*** INFORMATION GIVEN Section Begins ***
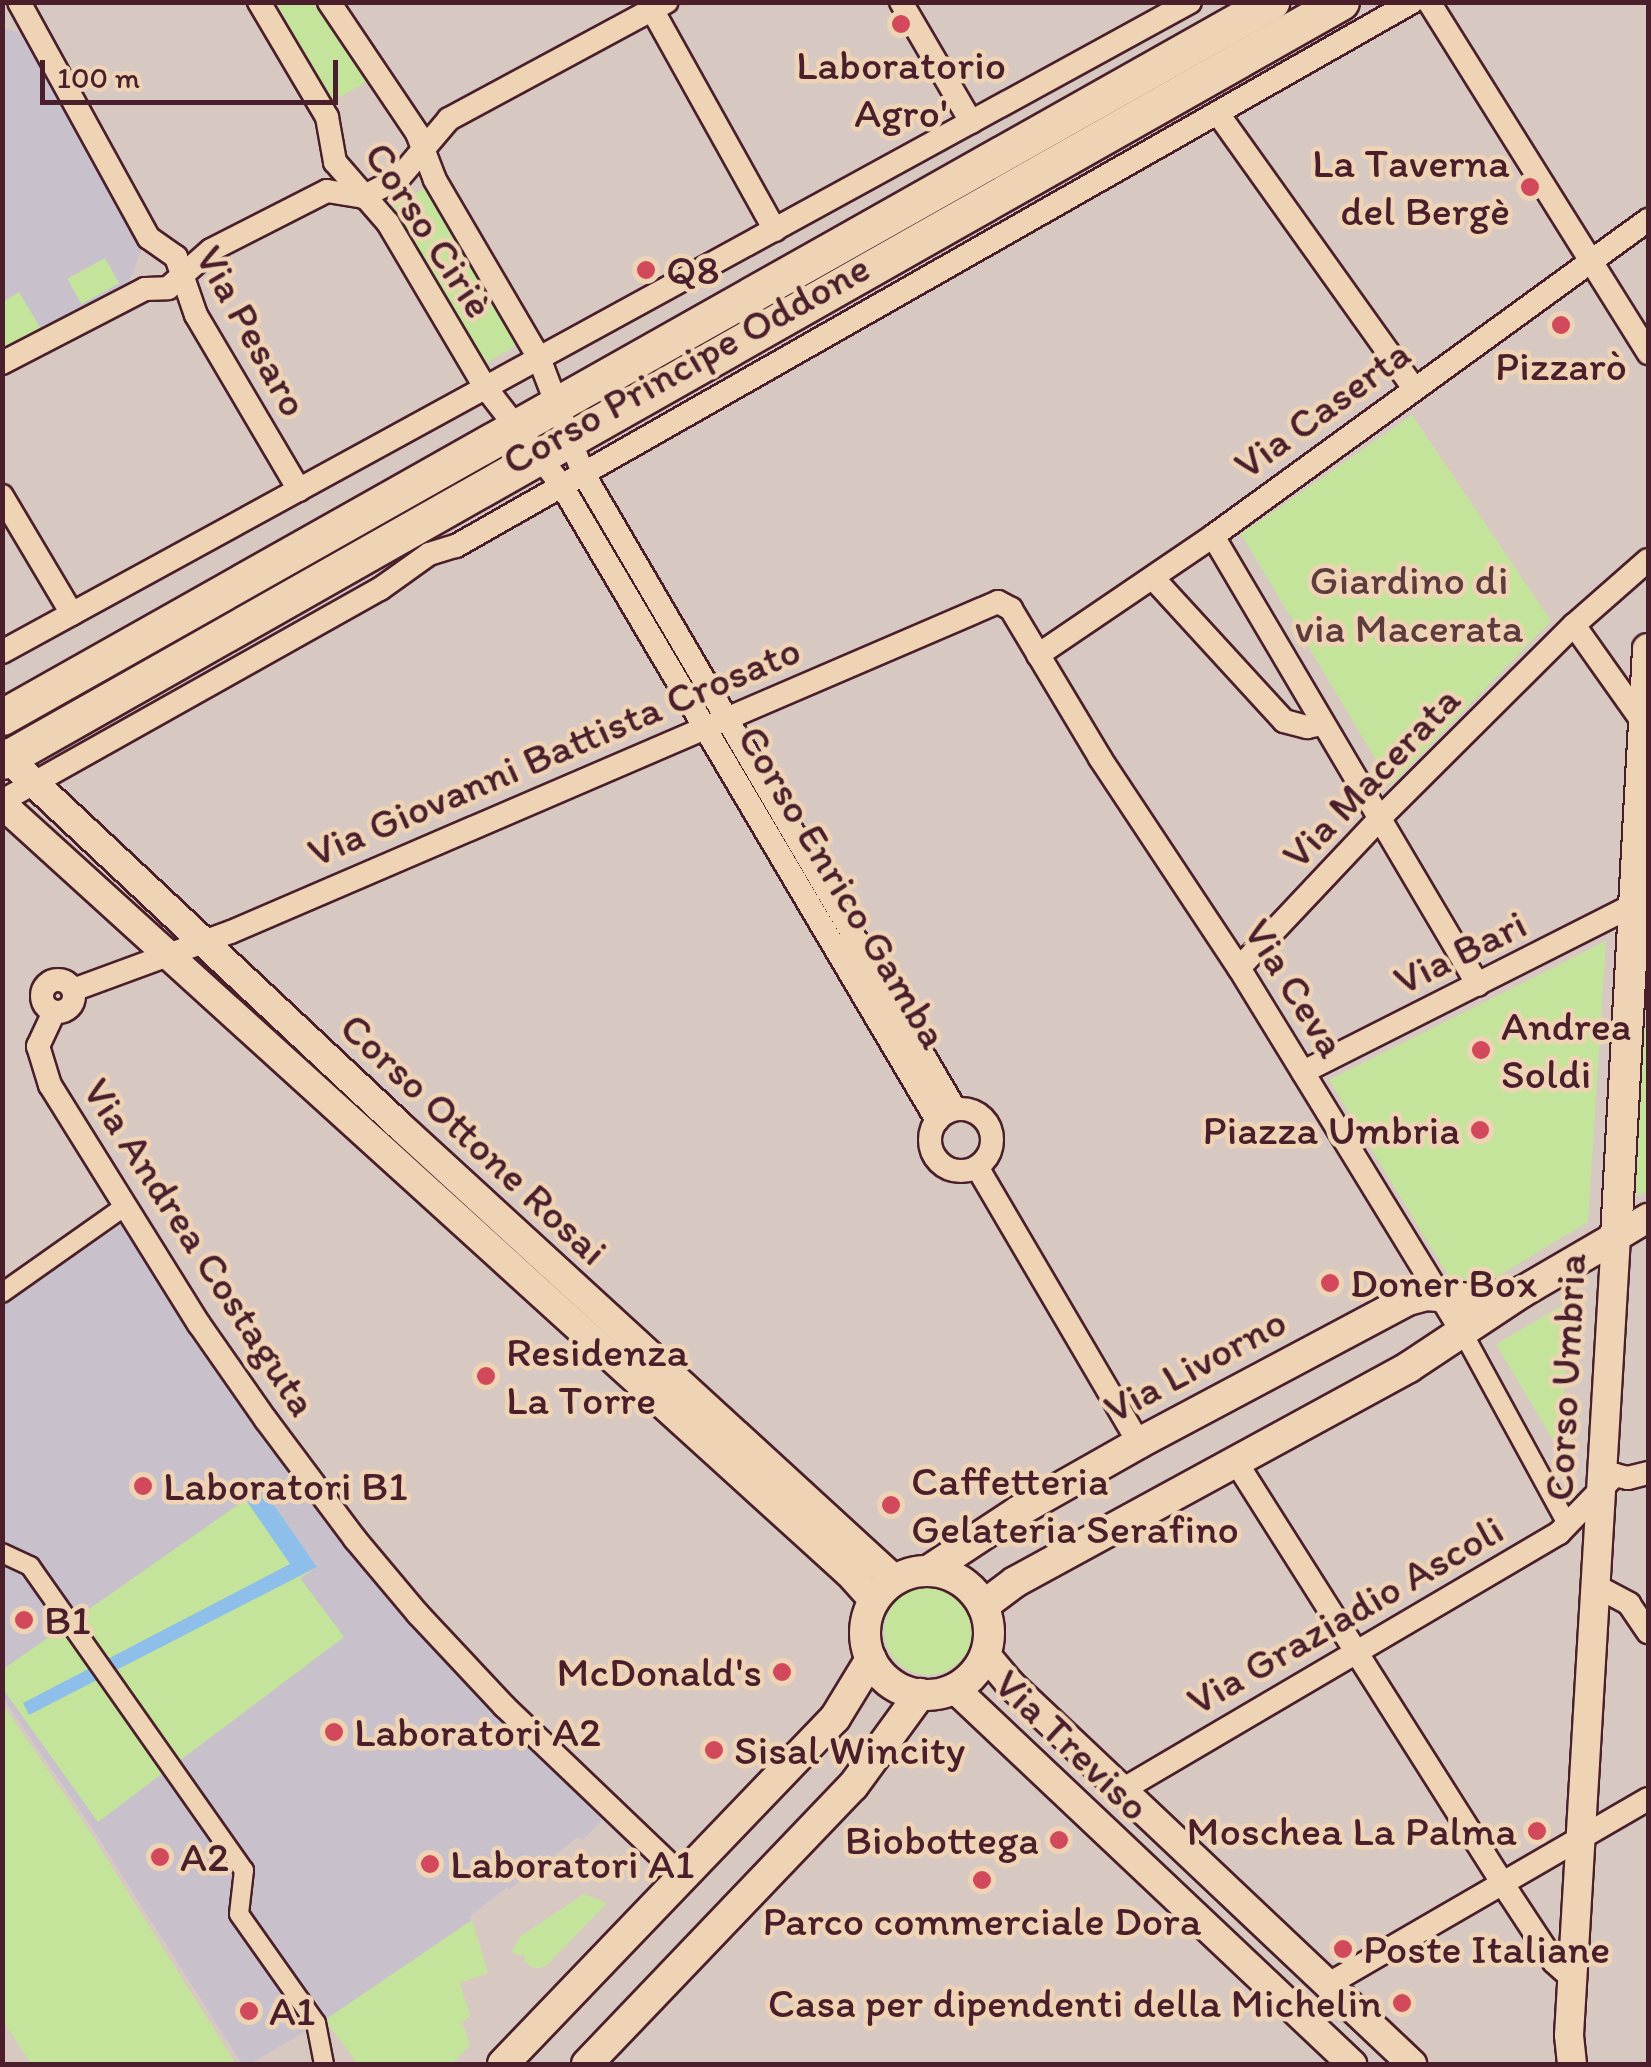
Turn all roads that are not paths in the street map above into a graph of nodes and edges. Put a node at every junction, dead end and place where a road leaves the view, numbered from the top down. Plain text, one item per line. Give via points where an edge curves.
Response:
1 (19, 2) edge
2 (259, 2) edge
3 (329, 2) edge
4 (902, 2) edge
5 (1190, 2) edge
6 (1271, 2) edge
7 (1342, 2) edge
8 (1412, 2) edge
9 (1429, 2) edge
10 (656, 5) edge
11 (1159, 10) edge
12 (1219, 115) junction
13 (971, 122) junction
14 (424, 145) junction
15 (363, 196) junction
16 (1648, 220) edge
17 (775, 230) junction
18 (1592, 263) junction
19 (182, 276) junction
20 (1648, 353) edge
21 (538, 358) junction
22 (2, 362) edge
23 (1413, 387) junction
24 (485, 388) junction
25 (556, 404) junction
26 (516, 426) junction
27 (577, 457) junction
28 (551, 472) junction
29 (299, 490) junction
30 (2, 496) edge
31 (1213, 536) junction
32 (1648, 560) edge
33 (1152, 578) junction
34 (72, 614) junction
35 (1574, 625) junction
36 (1648, 649) edge
37 (2, 652) edge
38 (1038, 655) junction
39 (2, 716) edge
40 (715, 722) junction
41 (1323, 724) junction
42 (1644, 724) junction
43 (4, 757) edge
44 (32, 784) junction
45 (2, 802) edge
46 (1382, 816) junction
47 (1641, 902) edge
48 (202, 942) junction
49 (168, 954) junction
50 (1239, 968) junction
51 (1478, 985) junction
52 (1639, 1002) edge
53 (54, 1012) joint
54 (1304, 1072) junction
55 (946, 1114) junction
56 (977, 1167) junction
57 (124, 1206) junction
58 (1648, 1218) edge
59 (1616, 1237) junction
60 (1522, 1292) junction
61 (2, 1293) edge
62 (1438, 1295) junction
63 (1462, 1333) junction
64 (1139, 1443) junction
65 (1236, 1462) junction
66 (1648, 1473) edge
67 (1600, 1490) junction
68 (1566, 1524) junction
69 (2, 1553) edge
70 (928, 1571) junction
71 (1594, 1585) junction
72 (884, 1590) junction
73 (983, 1606) junction
74 (1648, 1632) edge
75 (986, 1654) junction
76 (1355, 1654) junction
77 (871, 1659) junction
78 (954, 1688) junction
79 (920, 1694) junction
80 (1122, 1790) junction
81 (1648, 1799) edge
82 (1580, 1836) junction
83 (666, 1862) dead end
84 (1502, 1883) junction
85 (1572, 1978) junction
86 (1327, 1985) junction
87 (1569, 2035) junction
88 (1339, 2060) edge
89 (324, 2064) edge
90 (504, 2064) edge
91 (587, 2064) edge
92 (1412, 2064) edge
93 (1560, 2064) edge
94 (1572, 2064) edge

1 - 19 street, Via Pesaro via 150,238 176,257
2 - 15 street, Corso Ciriè via 327,117 335,162
3 - 14 street, Corso Ciriè
4 - 13 street
5 - 11 street, Corso Principe Oddone
6 - 25 main road, Corso Principe Oddone
7 - 27 main road, Corso Principe Oddone
8 - 12 street, Corso Principe Oddone
9 - 18 street
10 - 14 street via 449,119
10 - 17 street
11 - 13 street, Corso Principe Oddone
12 - 23 street
12 - 27 street, Corso Principe Oddone
13 - 17 street, Corso Principe Oddone
14 - 15 street via 399,178
14 - 21 street, Corso Ciriè via 436,180
15 - 19 street via 327,191 211,250
15 - 24 street, Corso Ciriè via 388,223
16 - 18 street, Via Caserta
17 - 21 street, Corso Principe Oddone
18 - 20 street
18 - 23 street, Via Caserta
19 - 22 street
19 - 29 street, Via Pesaro via 196,315
21 - 24 street, Corso Principe Oddone
21 - 25 street, Corso Ciriè
23 - 31 street, Via Caserta
24 - 26 street, Corso Ciriè
24 - 29 street, Corso Principe Oddone
25 - 26 main road, Corso Principe Oddone
25 - 27 street, Corso Ciriè
26 - 28 street, Corso Ciriè
26 - 39 main road, Corso Principe Oddone
27 - 28 main road, Corso Principe Oddone
27 - 40 street, Corso Enrico Gamba
28 - 40 street, Corso Enrico Gamba
28 - 43 main road, Corso Principe Oddone
28 - 44 street, Corso Principe Oddone via 456,546 429,554 380,589
29 - 34 street, Corso Principe Oddone
30 - 34 street
31 - 33 street, Via Caserta
31 - 41 street
32 - 35 street, Via Macerata
33 - 38 street, Via Caserta
33 - 41 street via 1284,721
34 - 37 street, Corso Principe Oddone
35 - 42 street
35 - 46 street, Via Macerata
36 - 42 main road, Corso Umbria
38 - 40 street, Via Giovanni Battista Crosato via 1011,610 998,602
38 - 50 street, Via Ceva
40 - 48 street, Via Giovanni Battista Crosato
40 - 55 street, Corso Enrico Gamba
41 - 46 street
42 - 47 main road, Corso Umbria
43 - 44 street, Corso Ottone Rosai
44 - 45 street, Corso Principe Oddone
44 - 48 street, Corso Ottone Rosai
45 - 49 street, Corso Ottone Rosai
46 - 50 street, Via Macerata
46 - 51 street
47 - 51 street, Via Bari
47 - 52 main road, Corso Umbria
48 - 49 street, Via Giovanni Battista Crosato
48 - 72 street, Corso Ottone Rosai
49 - 53 street, Via Giovanni Battista Crosato via 73,990 68,1008
49 - 72 street, Corso Ottone Rosai via 849,1573
50 - 54 street, Via Ceva
51 - 54 street, Via Bari
52 - 59 main road, Corso Umbria
53 - 57 street, Via Andrea Costaguta via 40,1036 39,1061
54 - 62 street, Via Ceva
55 - 56 street via 931,1133 938,1160 959,1171
55 - 56 street via 978,1113 990,1126 990,1154
56 - 64 street
57 - 61 street
57 - 83 street, Via Andrea Costaguta via 254,1404 364,1551 504,1706
58 - 59 street, Via Livorno
59 - 60 main road, Via Livorno
59 - 67 street, Corso Umbria
60 - 62 main road, Via Livorno via 1471,1299
60 - 63 main road, Via Livorno
62 - 63 street, Via Ceva
62 - 64 main road, Via Livorno via 1382,1312
63 - 65 main road, Via Livorno
63 - 68 street, Via Ceva
64 - 70 main road, Via Livorno
65 - 73 main road, Via Livorno via 1015,1582
65 - 76 street
66 - 67 street, Via Graziadio Ascoli via 1615,1475
67 - 68 street, Via Graziadio Ascoli
67 - 71 street, Corso Umbria
68 - 76 street, Via Graziadio Ascoli
69 - 89 street via 30,1566 72,1621 244,1870 240,1914 316,2023
70 - 72 main road
70 - 73 main road via 961,1581
71 - 74 street via 1629,1604
71 - 82 street, Corso Umbria
72 - 77 main road via 865,1630
73 - 75 main road
75 - 78 main road
75 - 80 street, Via Treviso
76 - 80 street, Via Graziadio Ascoli
76 - 84 street
77 - 79 main road via 892,1684
77 - 90 main road via 835,1718
78 - 79 main road
78 - 88 street, Via Treviso
79 - 91 main road via 854,1786
80 - 86 street, Via Treviso
81 - 82 street
82 - 84 street
82 - 85 street, Corso Umbria
84 - 85 street
84 - 86 street
85 - 87 street, Corso Umbria
86 - 92 street, Via Treviso
87 - 93 street, Corso Umbria
87 - 94 street, Corso Umbria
*** INFORMATION GIVEN Section Ends ***
- **PROBLEM DESCRIPTION**
Pull out all lines of the data with the string "Graziadio".

- **THE COMPLETED TASK**
66 - 67 street, Via Graziadio Ascoli via 1615,1475
67 - 68 street, Via Graziadio Ascoli
68 - 76 street, Via Graziadio Ascoli
76 - 80 street, Via Graziadio Ascoli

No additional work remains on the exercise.